You have to load the software and device drivers onto your laptop, get your laptop to communicate with the Motorola PC Card, configure your Internet, fax and TrueSync software to use the PC card, and then get the PC Card to discover and bond with the phone to establish the connection.

After I installed the Bluetooth software, Bluetooth Neighborhood icon appeared on my desktop to allow me to monitor and connect with Bluetooth devices within range of my laptop, listing the devices in the neighborhood, their class, their status (in range or not) and whether or not they are communicating with the computer.

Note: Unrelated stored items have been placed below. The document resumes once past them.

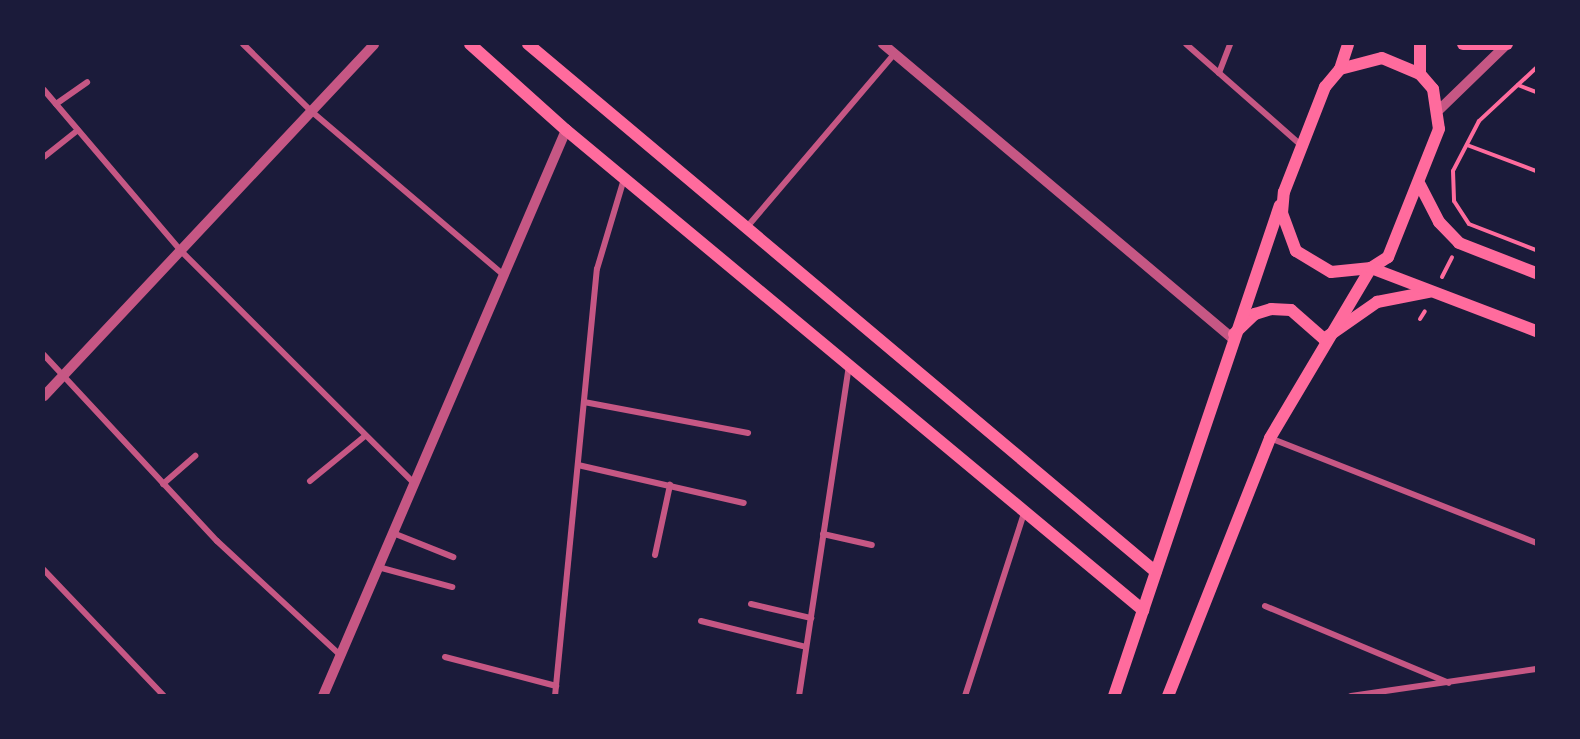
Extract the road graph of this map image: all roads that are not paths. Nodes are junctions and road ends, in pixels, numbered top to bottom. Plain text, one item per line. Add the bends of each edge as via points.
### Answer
1 (243, 44) edge
2 (374, 44) edge
3 (470, 44) edge
4 (528, 44) edge
5 (883, 44) edge
6 (1186, 44) edge
7 (1230, 44) edge
8 (1348, 44) edge
9 (1419, 44) edge
10 (1463, 44) edge
11 (1507, 44) edge
12 (894, 54) junction
13 (1340, 69) junction
14 (1219, 73) junction
15 (1420, 74) junction
16 (87, 82) dead end
17 (44, 90) edge
18 (56, 104) junction
19 (1440, 109) junction
20 (311, 111) junction
21 (78, 130) junction
22 (566, 130) junction
23 (1302, 146) junction
24 (44, 157) edge
25 (624, 178) junction
26 (1419, 184) junction
27 (1284, 192) junction
28 (747, 227) junction
29 (180, 250) junction
30 (1371, 268) junction
31 (1536, 273) edge
32 (504, 274) junction
33 (1434, 292) junction
34 (1536, 331) edge
35 (1232, 337) junction
36 (1324, 339) junction
37 (44, 355) edge
38 (849, 363) junction
39 (63, 376) junction
40 (44, 396) edge
41 (584, 402) junction
42 (748, 433) dead end
43 (365, 436) junction
44 (1270, 438) junction
45 (195, 456) dead end
46 (578, 465) junction
47 (310, 481) dead end
48 (414, 483) junction
49 (164, 484) junction
50 (670, 485) junction
51 (744, 503) dead end
52 (1026, 509) junction
53 (393, 533) junction
54 (824, 534) junction
55 (1536, 543) edge
56 (872, 545) dead end
57 (655, 555) dead end
58 (453, 557) dead end
59 (378, 567) junction
60 (44, 570) edge
61 (1156, 572) junction
62 (452, 587) dead end
63 (751, 604) dead end
64 (1265, 606) dead end
65 (1143, 610) junction
66 (810, 618) junction
67 (701, 621) dead end
68 (806, 647) junction
69 (340, 655) junction
70 (445, 657) dead end
71 (1536, 669) edge
72 (1449, 683) junction
73 (556, 686) junction
74 (556, 695) edge
75 (164, 696) edge
76 (323, 696) edge
77 (799, 696) edge
78 (965, 696) edge
79 (1114, 696) edge
80 (1168, 696) edge
81 (1352, 696) edge

1 - 20 street
2 - 20 street
3 - 22 main road
4 - 28 main road
5 - 12 street
6 - 14 street
7 - 14 street
8 - 13 main road
9 - 15 main road
10 - 11 main road
11 - 19 street
12 - 28 street
12 - 35 street
13 - 15 main road via 1382,58
13 - 23 main road via 1325,87
14 - 23 street
15 - 19 main road
16 - 18 street
17 - 18 street
18 - 21 street
19 - 26 main road via 1433,153
20 - 29 street
20 - 32 street
21 - 24 street
21 - 29 street
22 - 25 main road
22 - 32 street
23 - 27 main road
25 - 38 main road
25 - 41 street via 597,269
26 - 30 main road via 1388,256
26 - 31 main road via 1439,222 1459,243
27 - 30 main road via 1281,213 1296,251 1330,272
27 - 35 main road
28 - 61 main road
29 - 39 street
29 - 43 street
30 - 33 main road
30 - 36 main road
32 - 48 street
33 - 34 main road
33 - 36 main road via 1377,302
35 - 36 main road via 1255,314 1271,309 1291,310
35 - 61 main road
36 - 44 main road
37 - 39 street
38 - 52 main road
38 - 54 street
39 - 40 street
39 - 49 street
41 - 42 street
41 - 46 street
43 - 47 street
43 - 48 street
44 - 55 street
44 - 80 main road
45 - 49 street
46 - 50 street
46 - 73 street
48 - 53 street
49 - 69 street via 217,541
50 - 51 street
50 - 57 street
52 - 65 main road
52 - 78 street
53 - 58 street
53 - 59 street
54 - 56 street
54 - 66 street
59 - 62 street
59 - 69 street
60 - 75 street
61 - 65 main road
63 - 66 street
64 - 72 street
65 - 79 main road
66 - 68 street
67 - 68 street
68 - 77 street
69 - 76 street
70 - 73 street
71 - 72 street
72 - 81 street
73 - 74 street

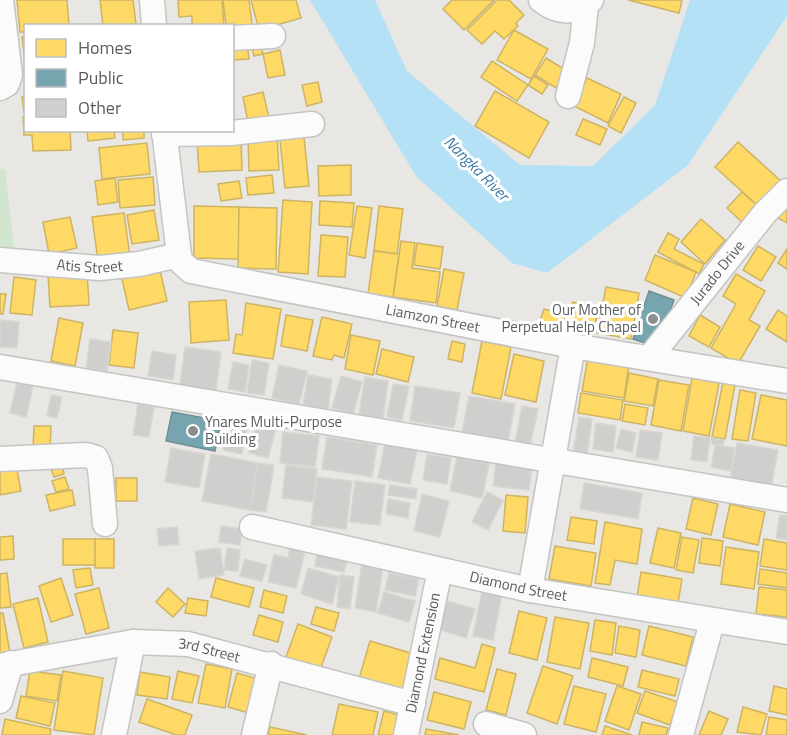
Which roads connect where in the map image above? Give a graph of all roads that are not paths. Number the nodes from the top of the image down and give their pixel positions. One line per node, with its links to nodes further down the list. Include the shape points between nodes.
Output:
1 (2, 0): 8 (street)
2 (152, 0): 5 (street)
3 (541, 0): 4 (street, via 564,12)
4 (589, 2): 9 (street)
5 (154, 24)
6 (273, 36): 7 (street)
7 (234, 38)
8 (5, 82)
9 (568, 96)
10 (312, 124): 11 (street, via 231,134)
11 (164, 132): 13 (street)
12 (787, 191): 16 (street, Jurado Drive)
13 (179, 255): 14 (street, Atis Street, via 99,268); 15 (street, Liamzon Street, via 191,270)
14 (0, 260)
15 (573, 346): 16 (street, Liamzon Street); 20 (street)
16 (650, 357): 18 (street, Liamzon Street)
17 (0, 366): 20 (street)
18 (787, 381)
19 (0, 459): 22 (street, via 86,455 96,458)
20 (554, 462): 21 (street); 25 (street)
21 (787, 500)
22 (105, 524)
23 (252, 527): 24 (street, Diamond Street)
24 (440, 570): 25 (street, Diamond Street); 32 (street, Diamond Extension)
25 (530, 591): 26 (street, Diamond Street)
26 (712, 622): 27 (street, Diamond Street); 38 (street)
27 (787, 632)
28 (133, 642): 29 (street, 3rd Street); 30 (street, 3rd Street, via 188,644); 34 (street)
29 (6, 664): 31 (street)
30 (271, 664): 32 (street, 3rd Street); 35 (street)
31 (0, 701)
32 (413, 704): 36 (street, Diamond Extension)
33 (486, 724): 37 (street)
34 (114, 735)
35 (254, 735)
36 (406, 735)
37 (524, 735)
38 (681, 735)

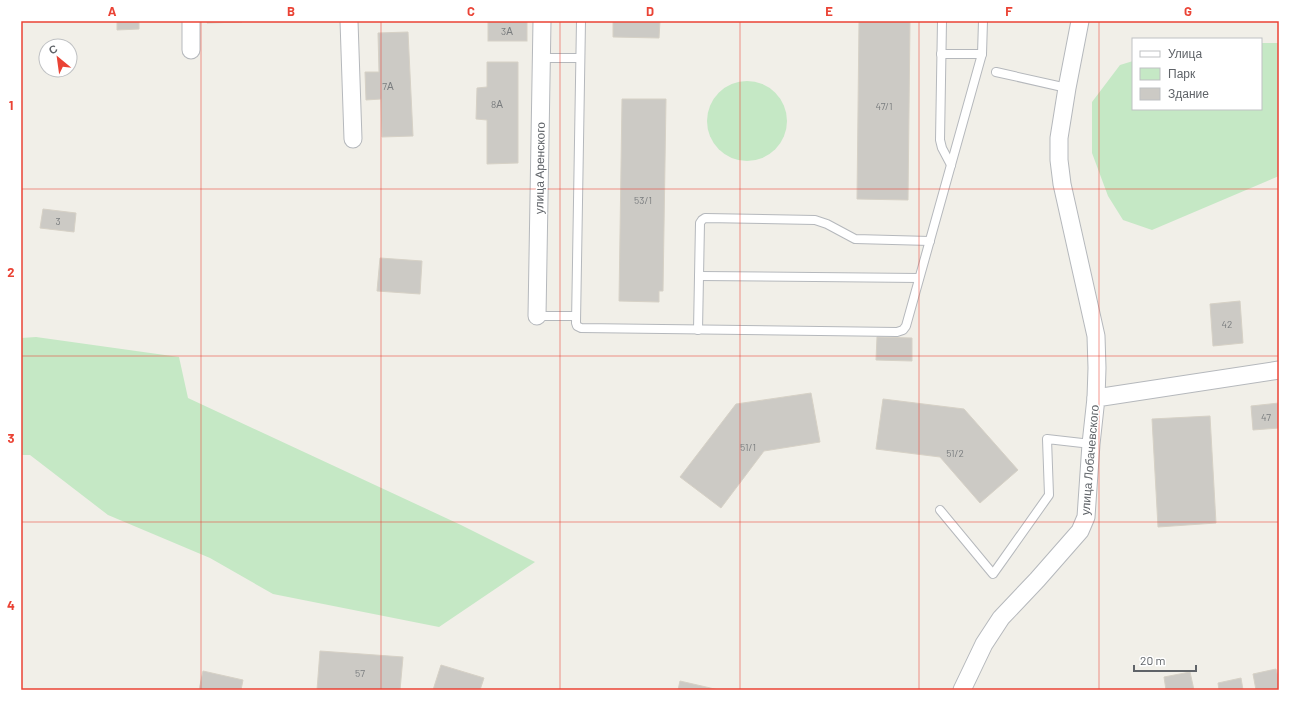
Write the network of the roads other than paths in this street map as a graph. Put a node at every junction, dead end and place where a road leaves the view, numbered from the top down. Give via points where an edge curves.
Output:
1 (191, 21) edge
2 (349, 21) edge
3 (542, 21) edge
4 (581, 21) edge
5 (942, 21) edge
6 (983, 21) edge
7 (1080, 21) edge
8 (191, 50) dead end
9 (941, 54) junction
10 (982, 54) junction
11 (542, 58) junction
12 (580, 58) junction
13 (996, 72) dead end
14 (1067, 88) junction
15 (353, 139) dead end
16 (951, 165) junction
17 (930, 241) junction
18 (699, 276) junction
19 (920, 278) junction
20 (537, 316) joint
21 (576, 316) junction
22 (698, 330) junction
23 (1279, 370) edge
24 (1096, 398) junction
25 (1091, 444) junction
26 (940, 510) dead end
27 (962, 690) edge

1 - 8 street
2 - 15 street
3 - 11 street, улица Аренского
4 - 12 lane
5 - 9 lane
6 - 10 lane
7 - 14 street
9 - 10 lane
9 - 16 lane via 940,140
10 - 16 lane
11 - 12 lane
11 - 20 street, улица Аренского
12 - 21 lane
13 - 14 lane
14 - 24 street via 1059,138 1059,160 1062,184 1096,336
16 - 17 lane
17 - 18 lane via 855,239 815,220 705,218 700,223
17 - 19 lane
18 - 19 lane
18 - 22 lane
19 - 22 lane via 906,326 897,332
20 - 21 lane
21 - 22 lane via 577,326 581,328
23 - 24 street, улица Лобачевского
24 - 25 street, улица Лобачевского
25 - 26 lane via 1047,439 1049,495 993,574
25 - 27 street, улица Лобачевского via 1086,517 1080,531 1001,618 984,644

I initiated a connection by dragging the dial-up network (DUN) icon onto the Motorola phone entry in the Bluetooth Neighborhood box. When prompted, I entered the same four-digit numeric code into the phone and the laptop to seal the bond between the devices.

After bonding, the computer attempts to establish a wireless network connection with the phone, and the message “0050CD1198AE Requests Local Service?” appears on my phone display. 0050CD1198AE is the Bluetooth identity of my computer laptop. I had the option to grant or deny the request. Granting it, with the punch of a soft key button on the 270c, allows the computer to talk to and use the phone.

The value of the Bluetooth connection varied by application. Syncing contact and schedule information between the laptop and the Timeport 270c was easy via Bluetooth—a purposeful elimination of wires. Surfing the ‘Net by using Bluetooth to connect the laptop and digital mobile phone wasn’t as easy or as effective. I had to reprogram my laptop’s Internet Explorer advanced settings to dial into a Netaxs Internet Access account via the wireless bridge between the PC Card and the Timeport 270c. I initiated the Bluetooth connection via the Bluetooth Neighborhood dialog box and then initiated a dial-up connection into Netaxs via the Timeport 270c.

Surfing the Web is painful at 14.4K, unless you are checking attachment-less e-mail or viewing text-only pages. The 14.4K bottleneck was a function of the Timeport 270′s connection to the Verizon Wireless network, not Bluetooth (which can support 1 mbps).

To fax, you drag a different FAX local service icon onto the Motorola Phone entry in the Bluetooth Neighborhood box to establish a connection to the Timeport 270c. My laptop’s QuickLink III software balked at using the Motorola Phone Modem, however.

Throughout this review, the Timeport 270c worked fine, displaying clear prompts about the status of the Bluetooth connection.

This fall Motorola will start to sell a Bluetooth wireless headset priced at under $200 for use with the 270c—possibly the best Bluetooth application yet.